Everyone loves a good saucy pasta dish, and since going vegan I have found SO MANY more ways of making a creamy pasta sauce, it’s almost laughable that I’d either have tomato-based sauce or a cheesy mac sauce. There were no other options in my little non-vegan world, unless you wanted to hand roast peppers to add to your tomato sauce. Anyways here is my favourite, tasty, quick and nutritious pasta sauce recipe, and one of my favourite ways to use it. The base sauce also works well as the white sauce in lasagna, mac and cheese, carbonara, even on pizza! Have fun with it!
You will need:
For the sauce:
- silken tofu
- 2 courgettes, roughly diced (mine were getting old and wrinkly)

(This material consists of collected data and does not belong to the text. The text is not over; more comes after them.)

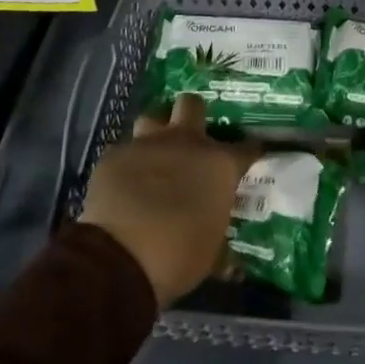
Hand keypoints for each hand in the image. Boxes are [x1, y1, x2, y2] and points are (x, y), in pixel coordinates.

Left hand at [80, 94, 255, 306]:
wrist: (119, 259)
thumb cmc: (178, 257)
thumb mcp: (211, 252)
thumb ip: (218, 234)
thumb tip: (228, 257)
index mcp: (218, 164)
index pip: (246, 147)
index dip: (249, 151)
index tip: (249, 157)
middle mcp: (186, 143)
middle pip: (192, 104)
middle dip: (193, 115)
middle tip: (192, 139)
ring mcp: (147, 145)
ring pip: (152, 118)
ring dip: (156, 133)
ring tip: (154, 156)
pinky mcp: (114, 156)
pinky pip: (124, 152)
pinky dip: (127, 166)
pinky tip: (124, 185)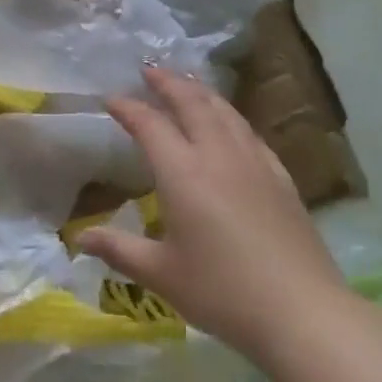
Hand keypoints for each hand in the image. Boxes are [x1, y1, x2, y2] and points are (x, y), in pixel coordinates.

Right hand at [78, 67, 349, 361]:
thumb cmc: (222, 292)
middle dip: (168, 82)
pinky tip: (230, 124)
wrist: (302, 312)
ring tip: (186, 84)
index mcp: (183, 172)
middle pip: (191, 102)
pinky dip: (229, 116)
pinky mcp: (280, 177)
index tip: (110, 99)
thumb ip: (119, 250)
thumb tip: (80, 239)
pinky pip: (249, 131)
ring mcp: (254, 162)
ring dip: (200, 92)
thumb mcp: (161, 274)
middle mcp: (217, 155)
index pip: (150, 124)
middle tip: (150, 70)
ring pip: (224, 111)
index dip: (128, 108)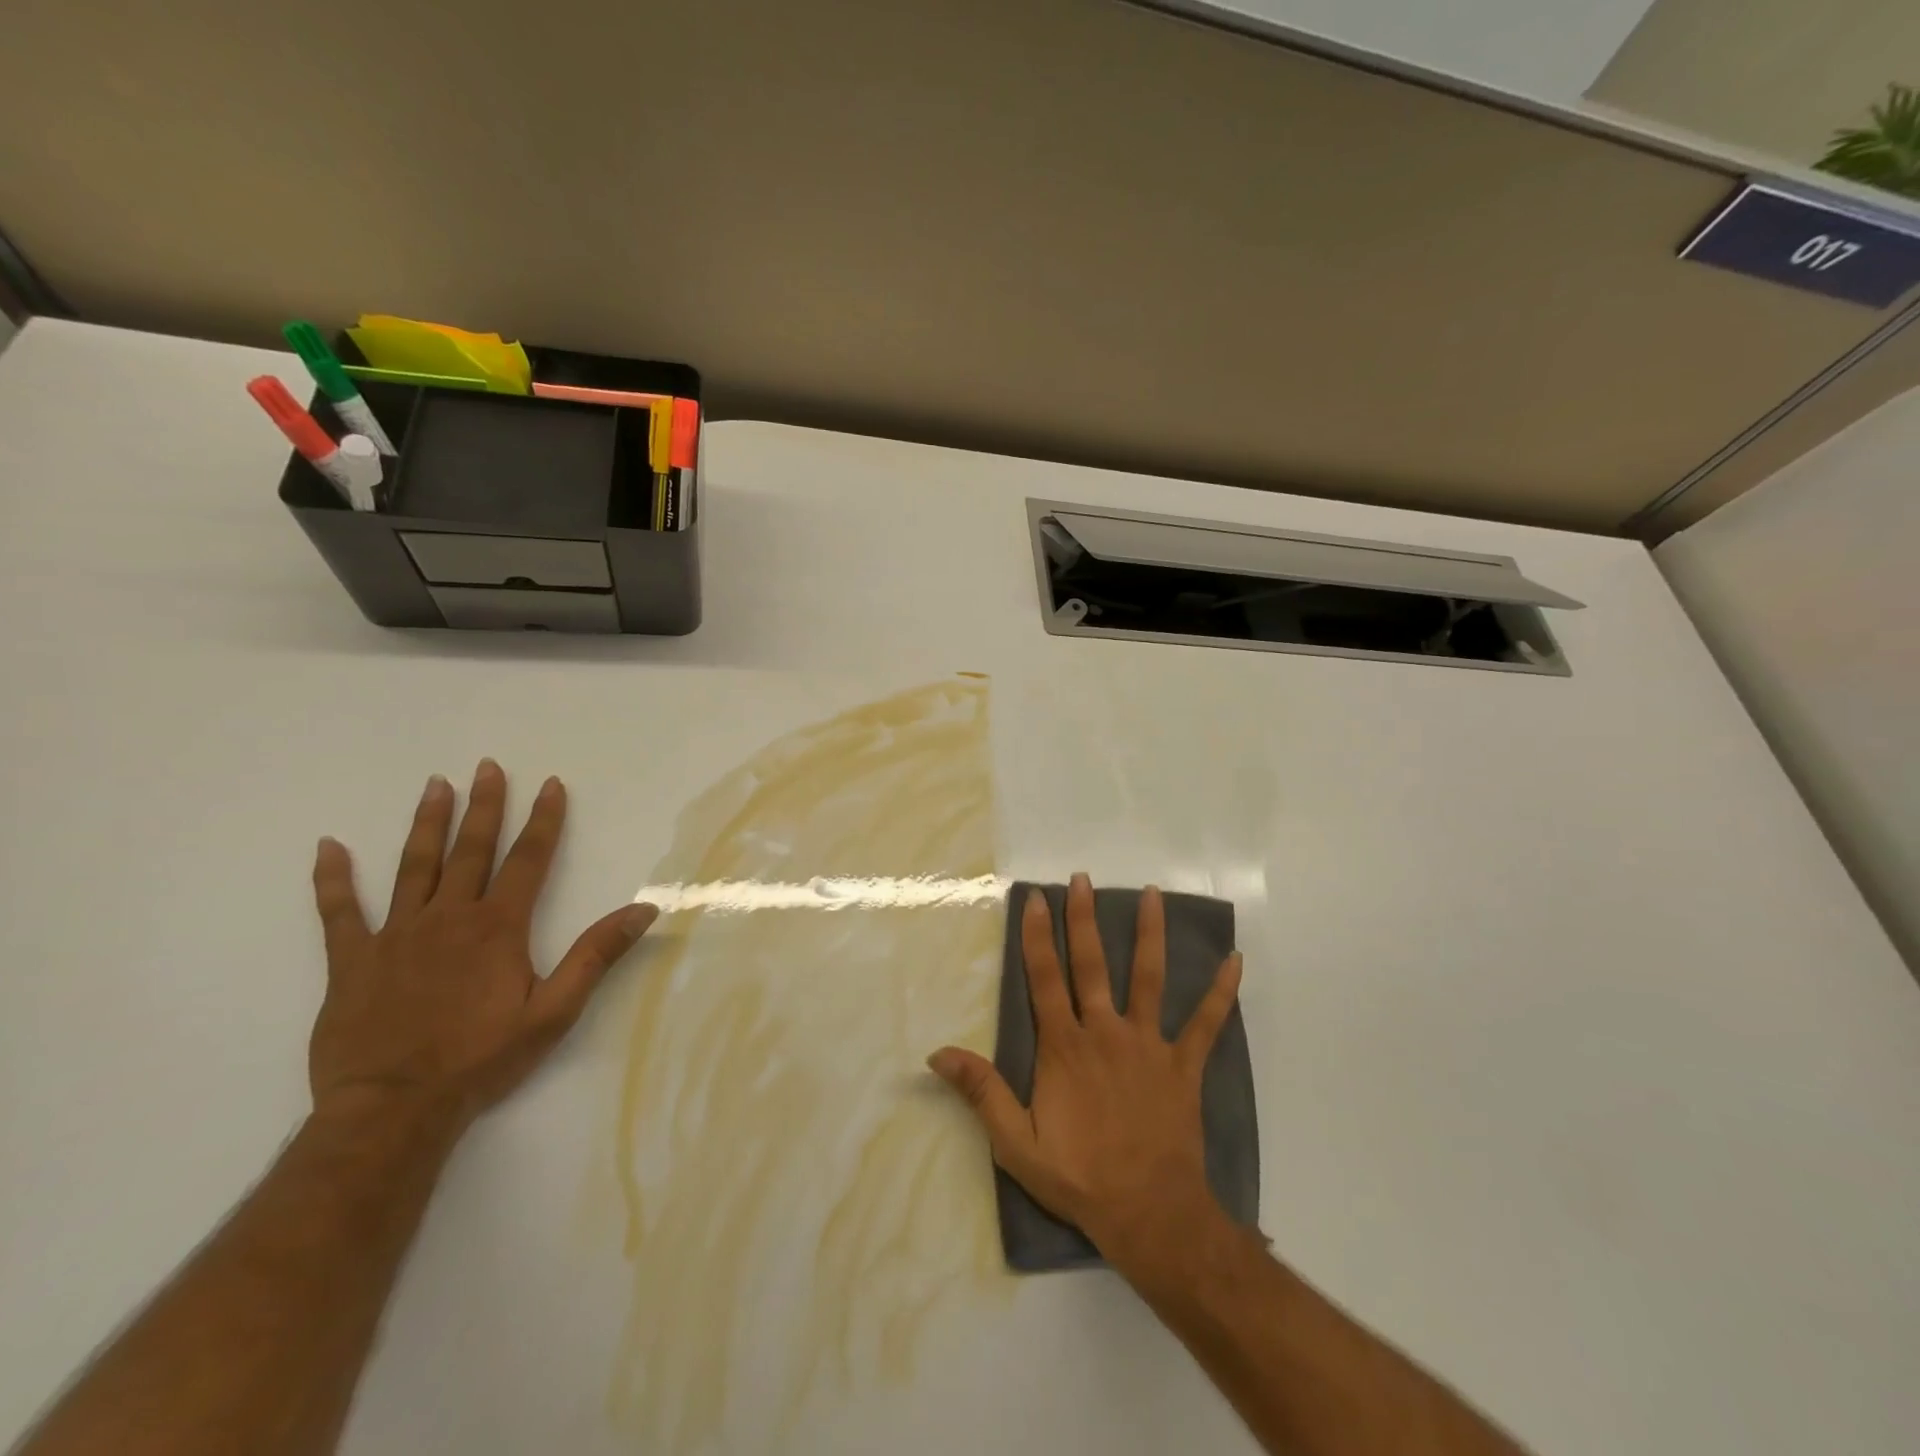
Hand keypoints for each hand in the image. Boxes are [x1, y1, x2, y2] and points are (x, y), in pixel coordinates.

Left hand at [307, 760, 657, 1137]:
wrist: (393, 1110)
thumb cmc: (482, 1059)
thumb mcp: (555, 1010)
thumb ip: (596, 955)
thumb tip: (644, 909)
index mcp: (498, 927)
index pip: (528, 860)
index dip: (544, 820)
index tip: (551, 785)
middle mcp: (448, 917)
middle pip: (471, 850)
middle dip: (485, 806)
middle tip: (488, 766)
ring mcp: (395, 936)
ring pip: (413, 866)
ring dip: (426, 824)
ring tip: (435, 785)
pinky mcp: (351, 962)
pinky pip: (338, 913)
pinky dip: (333, 879)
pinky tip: (329, 848)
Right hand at [928, 873, 1242, 1276]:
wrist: (1150, 1216)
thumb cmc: (1079, 1177)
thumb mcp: (1016, 1144)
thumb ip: (982, 1092)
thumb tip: (937, 1054)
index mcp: (1064, 1047)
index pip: (1045, 978)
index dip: (1038, 936)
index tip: (1037, 899)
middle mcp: (1105, 1032)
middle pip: (1093, 964)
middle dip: (1085, 919)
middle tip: (1083, 878)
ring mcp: (1148, 1045)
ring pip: (1148, 978)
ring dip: (1150, 934)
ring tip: (1153, 893)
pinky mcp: (1183, 1065)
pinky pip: (1206, 1023)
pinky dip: (1221, 992)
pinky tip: (1235, 960)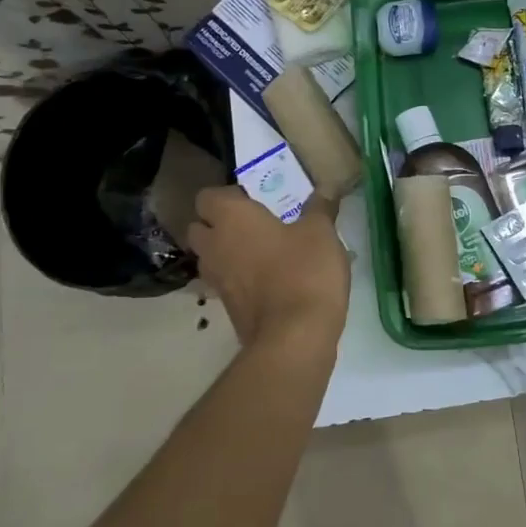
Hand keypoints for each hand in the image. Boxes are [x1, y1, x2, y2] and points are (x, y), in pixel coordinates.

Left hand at [188, 188, 349, 349]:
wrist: (294, 337)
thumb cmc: (304, 271)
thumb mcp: (321, 233)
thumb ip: (320, 208)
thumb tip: (325, 188)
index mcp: (231, 219)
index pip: (207, 197)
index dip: (227, 195)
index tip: (253, 198)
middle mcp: (215, 246)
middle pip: (200, 228)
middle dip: (219, 224)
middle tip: (254, 223)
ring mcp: (217, 281)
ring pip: (211, 258)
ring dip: (228, 252)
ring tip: (262, 250)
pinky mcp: (228, 308)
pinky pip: (227, 283)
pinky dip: (240, 278)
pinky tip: (271, 278)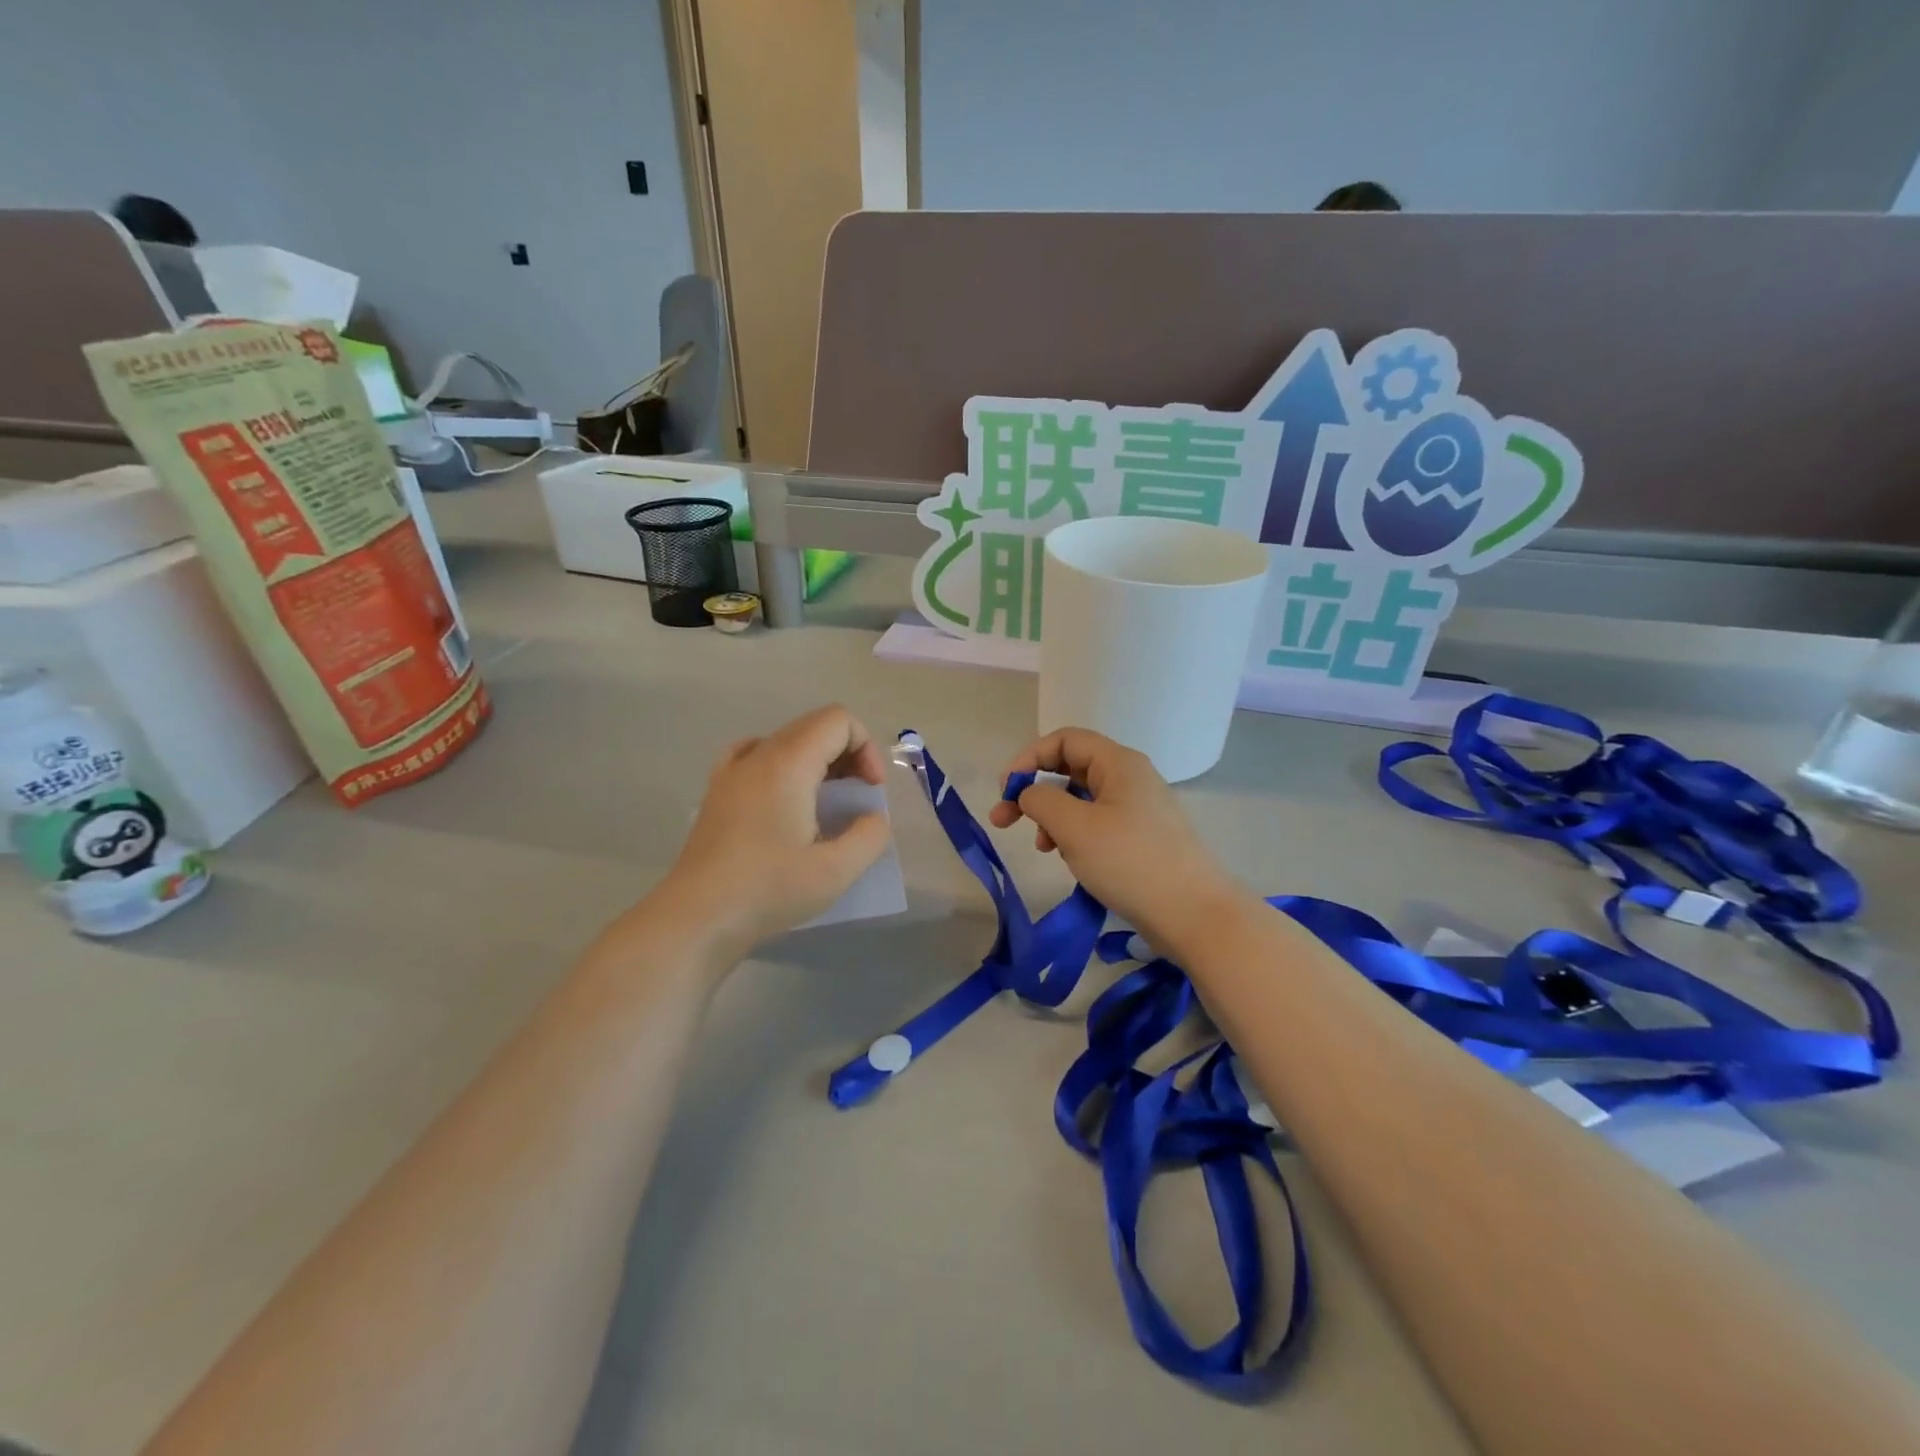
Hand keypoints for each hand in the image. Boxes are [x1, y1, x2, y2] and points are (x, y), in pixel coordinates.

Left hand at [664, 705, 892, 953]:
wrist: (697, 918)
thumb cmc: (768, 889)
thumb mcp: (836, 871)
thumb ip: (869, 836)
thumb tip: (872, 818)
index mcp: (788, 763)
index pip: (838, 720)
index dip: (865, 748)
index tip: (869, 792)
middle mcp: (757, 755)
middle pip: (813, 726)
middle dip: (847, 755)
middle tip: (855, 800)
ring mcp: (731, 772)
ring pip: (786, 742)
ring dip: (817, 763)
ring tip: (824, 804)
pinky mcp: (717, 793)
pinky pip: (756, 757)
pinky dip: (782, 767)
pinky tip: (785, 800)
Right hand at [988, 728, 1242, 949]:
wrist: (1193, 914)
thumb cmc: (1130, 861)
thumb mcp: (1074, 827)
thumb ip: (1041, 799)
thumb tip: (1030, 792)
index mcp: (1118, 763)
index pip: (1064, 740)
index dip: (1028, 758)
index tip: (1004, 790)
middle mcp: (1129, 778)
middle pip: (1070, 768)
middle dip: (1034, 791)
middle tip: (1003, 821)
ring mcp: (1137, 809)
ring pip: (1081, 800)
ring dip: (1052, 817)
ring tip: (1042, 847)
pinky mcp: (1140, 838)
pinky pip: (1096, 824)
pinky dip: (1073, 835)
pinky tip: (1067, 858)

- 2 yellow onions, roughly diced
- 1 cup nutritional yeast
- 1/2 cup plant milk
- 1tbsp garlic powder
- 1 tsp dijon mustard
- salt and pepper to taste
Make it a meal:
- 1 carrot, grated
- 2 portions of pasta, boiled and drained
- 2 tofu hotdogs, chopped
- 1 cup frozen sweetcorn, boiled with the pasta
- 1 handful fresh spinach
- 3 cloves garlic, minced
- 5-6 chestnut mushrooms, sliced
Make the recipe:
Start by putting your pasta and sweetcorn on to cook, however you like to cook these. I boil mine in lightly salted water!
Continue by water-frying the courgette and onion until soft and translucent. You could peel the courgette if you don’t like the green tinge to the sauce, but I don’t mind it! In another pan, water-fry the garlic and mushrooms until soft, then wilt down the spinach in the same pan.
While the two pans are going, chop the hot dogs and grate the carrot. Side note- these particular hot dogs come in a little bit of a smoky oil so I pat them off with a paper towel so the smokiness doesn’t mess with the sauce.
I am obsessed with the ninja blender (I recommend nabbing it whenever it is on offer), but most blenders make this sauce well as everything is pretty soft and mushy at this stage – you could probably do this in a cup blender, but I haven’t tried, so don’t hold me to that! So, in your blender of choice – blend the silken tofu, plant milk, nutritional yeast and garlic powder with the softened courgette and onion. Blend until smooth. I forgot to take a picture of the smoothness of the sauce, but you get what consistency we’re going for here!
When the pasta and sweetcorn is ready, drain. Now you can assemble your dish! Mix up all the ingredients with the creamy sauce and serve! This would go great with a side salad and a bit of garlic bread, enjoy!